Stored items
----------

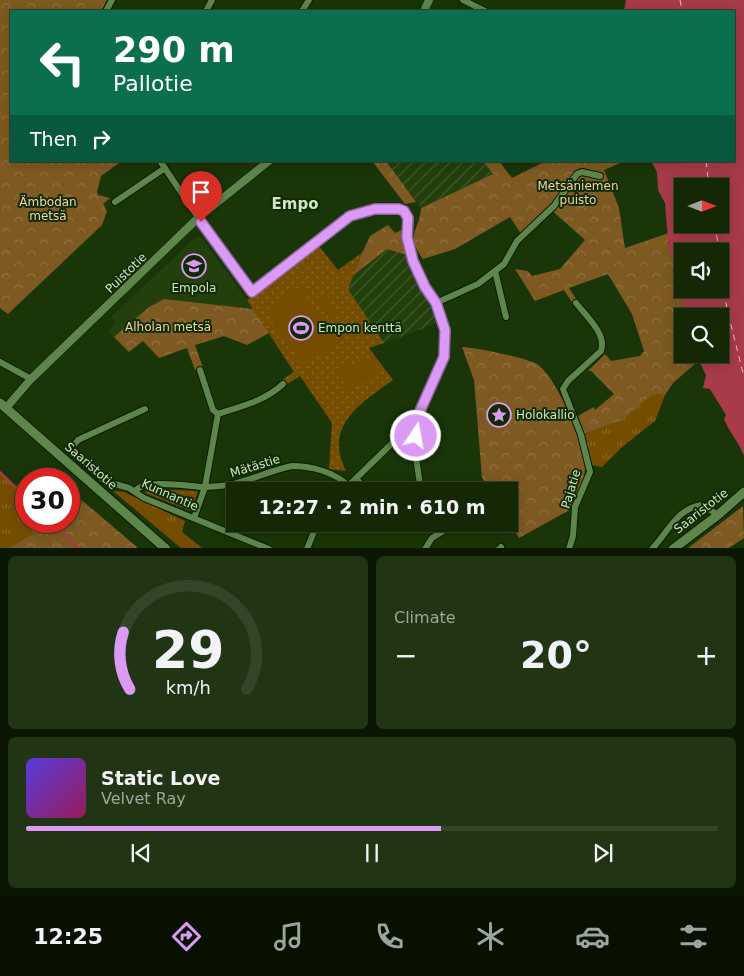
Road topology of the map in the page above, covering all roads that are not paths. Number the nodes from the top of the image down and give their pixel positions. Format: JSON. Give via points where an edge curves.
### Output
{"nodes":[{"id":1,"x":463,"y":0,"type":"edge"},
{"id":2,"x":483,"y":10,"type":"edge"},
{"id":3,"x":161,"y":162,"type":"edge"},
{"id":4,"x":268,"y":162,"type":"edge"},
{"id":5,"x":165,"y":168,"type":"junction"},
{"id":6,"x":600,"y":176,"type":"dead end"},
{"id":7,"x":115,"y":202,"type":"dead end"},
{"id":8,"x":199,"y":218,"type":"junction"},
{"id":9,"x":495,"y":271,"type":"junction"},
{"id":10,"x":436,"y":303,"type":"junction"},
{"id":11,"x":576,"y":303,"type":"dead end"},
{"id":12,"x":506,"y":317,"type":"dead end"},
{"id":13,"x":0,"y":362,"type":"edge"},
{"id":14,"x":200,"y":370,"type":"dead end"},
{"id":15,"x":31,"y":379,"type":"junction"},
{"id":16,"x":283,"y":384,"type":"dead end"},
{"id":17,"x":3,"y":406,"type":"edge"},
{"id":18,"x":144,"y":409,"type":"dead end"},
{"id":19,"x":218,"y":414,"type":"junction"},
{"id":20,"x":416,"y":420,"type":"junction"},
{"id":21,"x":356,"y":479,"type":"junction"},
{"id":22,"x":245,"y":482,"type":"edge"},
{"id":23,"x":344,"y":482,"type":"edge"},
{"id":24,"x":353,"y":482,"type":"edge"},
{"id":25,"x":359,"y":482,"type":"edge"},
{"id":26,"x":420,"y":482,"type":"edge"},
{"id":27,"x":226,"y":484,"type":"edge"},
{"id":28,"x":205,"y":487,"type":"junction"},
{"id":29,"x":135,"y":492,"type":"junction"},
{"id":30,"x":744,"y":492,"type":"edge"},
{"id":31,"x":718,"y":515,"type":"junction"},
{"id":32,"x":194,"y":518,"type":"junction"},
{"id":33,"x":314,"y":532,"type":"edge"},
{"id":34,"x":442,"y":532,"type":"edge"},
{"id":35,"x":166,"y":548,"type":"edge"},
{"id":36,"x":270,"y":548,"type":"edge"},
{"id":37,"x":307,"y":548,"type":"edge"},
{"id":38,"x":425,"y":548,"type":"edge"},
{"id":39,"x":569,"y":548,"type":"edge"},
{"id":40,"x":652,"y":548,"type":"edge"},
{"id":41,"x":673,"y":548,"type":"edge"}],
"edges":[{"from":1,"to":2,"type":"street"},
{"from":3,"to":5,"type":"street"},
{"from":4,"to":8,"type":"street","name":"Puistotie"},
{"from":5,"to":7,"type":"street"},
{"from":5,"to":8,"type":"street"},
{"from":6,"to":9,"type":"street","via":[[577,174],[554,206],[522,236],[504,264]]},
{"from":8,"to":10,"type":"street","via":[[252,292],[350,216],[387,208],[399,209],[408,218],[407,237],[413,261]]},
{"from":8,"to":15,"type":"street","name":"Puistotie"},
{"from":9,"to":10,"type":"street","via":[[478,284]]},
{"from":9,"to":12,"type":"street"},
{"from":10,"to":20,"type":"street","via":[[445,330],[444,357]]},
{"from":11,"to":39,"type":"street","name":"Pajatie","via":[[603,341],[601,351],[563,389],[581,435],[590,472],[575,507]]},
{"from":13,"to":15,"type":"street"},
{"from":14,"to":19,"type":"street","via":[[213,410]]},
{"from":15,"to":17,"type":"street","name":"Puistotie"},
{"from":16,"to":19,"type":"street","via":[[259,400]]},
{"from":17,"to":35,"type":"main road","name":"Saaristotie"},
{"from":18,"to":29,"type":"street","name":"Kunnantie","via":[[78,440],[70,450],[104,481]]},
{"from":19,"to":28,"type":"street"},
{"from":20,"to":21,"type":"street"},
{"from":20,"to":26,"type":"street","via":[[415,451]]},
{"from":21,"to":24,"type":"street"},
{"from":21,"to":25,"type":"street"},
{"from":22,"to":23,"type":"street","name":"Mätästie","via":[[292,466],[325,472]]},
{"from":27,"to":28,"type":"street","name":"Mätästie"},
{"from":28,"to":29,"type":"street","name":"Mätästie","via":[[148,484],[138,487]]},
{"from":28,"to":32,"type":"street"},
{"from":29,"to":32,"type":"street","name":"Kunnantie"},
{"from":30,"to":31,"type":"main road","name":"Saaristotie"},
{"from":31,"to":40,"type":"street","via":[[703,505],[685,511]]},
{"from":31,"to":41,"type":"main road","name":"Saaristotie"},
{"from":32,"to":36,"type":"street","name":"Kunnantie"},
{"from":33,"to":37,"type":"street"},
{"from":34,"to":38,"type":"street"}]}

----------

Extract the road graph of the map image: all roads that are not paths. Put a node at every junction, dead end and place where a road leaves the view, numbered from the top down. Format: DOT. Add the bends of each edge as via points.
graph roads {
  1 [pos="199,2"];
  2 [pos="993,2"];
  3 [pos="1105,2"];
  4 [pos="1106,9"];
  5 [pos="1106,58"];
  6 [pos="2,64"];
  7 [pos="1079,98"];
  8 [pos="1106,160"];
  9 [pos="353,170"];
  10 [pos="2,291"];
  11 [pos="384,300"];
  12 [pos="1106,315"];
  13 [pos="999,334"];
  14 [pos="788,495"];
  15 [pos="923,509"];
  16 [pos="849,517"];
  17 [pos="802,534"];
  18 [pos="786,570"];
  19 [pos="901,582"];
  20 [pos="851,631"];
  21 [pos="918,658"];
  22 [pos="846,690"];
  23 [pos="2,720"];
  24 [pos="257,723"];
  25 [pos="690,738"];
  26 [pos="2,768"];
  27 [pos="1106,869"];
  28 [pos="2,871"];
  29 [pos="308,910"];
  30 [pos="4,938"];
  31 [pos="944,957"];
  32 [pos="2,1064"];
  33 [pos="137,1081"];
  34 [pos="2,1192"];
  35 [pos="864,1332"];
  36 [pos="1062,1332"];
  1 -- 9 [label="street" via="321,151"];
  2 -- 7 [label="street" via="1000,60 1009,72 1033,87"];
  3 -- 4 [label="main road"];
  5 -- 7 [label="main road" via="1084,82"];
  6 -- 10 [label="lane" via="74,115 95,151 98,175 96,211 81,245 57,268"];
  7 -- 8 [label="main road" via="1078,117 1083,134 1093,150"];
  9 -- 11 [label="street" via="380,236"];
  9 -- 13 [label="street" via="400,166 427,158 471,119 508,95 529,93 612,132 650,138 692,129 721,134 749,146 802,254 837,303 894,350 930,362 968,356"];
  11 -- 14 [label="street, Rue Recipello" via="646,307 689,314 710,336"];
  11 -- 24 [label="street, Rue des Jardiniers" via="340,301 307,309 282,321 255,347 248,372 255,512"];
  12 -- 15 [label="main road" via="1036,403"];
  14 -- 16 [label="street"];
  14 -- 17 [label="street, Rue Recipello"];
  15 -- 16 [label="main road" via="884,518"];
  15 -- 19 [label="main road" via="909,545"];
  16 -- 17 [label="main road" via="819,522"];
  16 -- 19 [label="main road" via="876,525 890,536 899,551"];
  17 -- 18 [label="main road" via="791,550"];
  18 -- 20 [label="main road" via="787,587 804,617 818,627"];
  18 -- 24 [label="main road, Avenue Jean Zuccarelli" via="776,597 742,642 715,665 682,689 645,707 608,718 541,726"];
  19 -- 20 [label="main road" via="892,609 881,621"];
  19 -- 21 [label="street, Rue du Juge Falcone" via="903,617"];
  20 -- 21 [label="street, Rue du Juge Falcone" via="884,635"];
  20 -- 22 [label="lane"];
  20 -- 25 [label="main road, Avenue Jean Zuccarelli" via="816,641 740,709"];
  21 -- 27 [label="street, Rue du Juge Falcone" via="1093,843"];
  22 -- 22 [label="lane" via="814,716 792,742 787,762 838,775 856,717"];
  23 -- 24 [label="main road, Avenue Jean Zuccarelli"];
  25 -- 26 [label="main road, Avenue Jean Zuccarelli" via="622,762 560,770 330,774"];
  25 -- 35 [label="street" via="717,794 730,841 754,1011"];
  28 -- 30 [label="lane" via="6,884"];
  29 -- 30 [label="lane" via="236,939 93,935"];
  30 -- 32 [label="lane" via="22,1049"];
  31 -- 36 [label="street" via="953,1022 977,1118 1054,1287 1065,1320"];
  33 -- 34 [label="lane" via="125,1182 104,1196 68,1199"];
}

----------

#### Task statement:
The answer must be every line of the records that holds the string "lane".

#### Response:
  6 -- 10 [label="lane" via="74,115 95,151 98,175 96,211 81,245 57,268"];
  20 -- 22 [label="lane"];
  22 -- 22 [label="lane" via="814,716 792,742 787,762 838,775 856,717"];
  28 -- 30 [label="lane" via="6,884"];
  29 -- 30 [label="lane" via="236,939 93,935"];
  30 -- 32 [label="lane" via="22,1049"];
  33 -- 34 [label="lane" via="125,1182 104,1196 68,1199"];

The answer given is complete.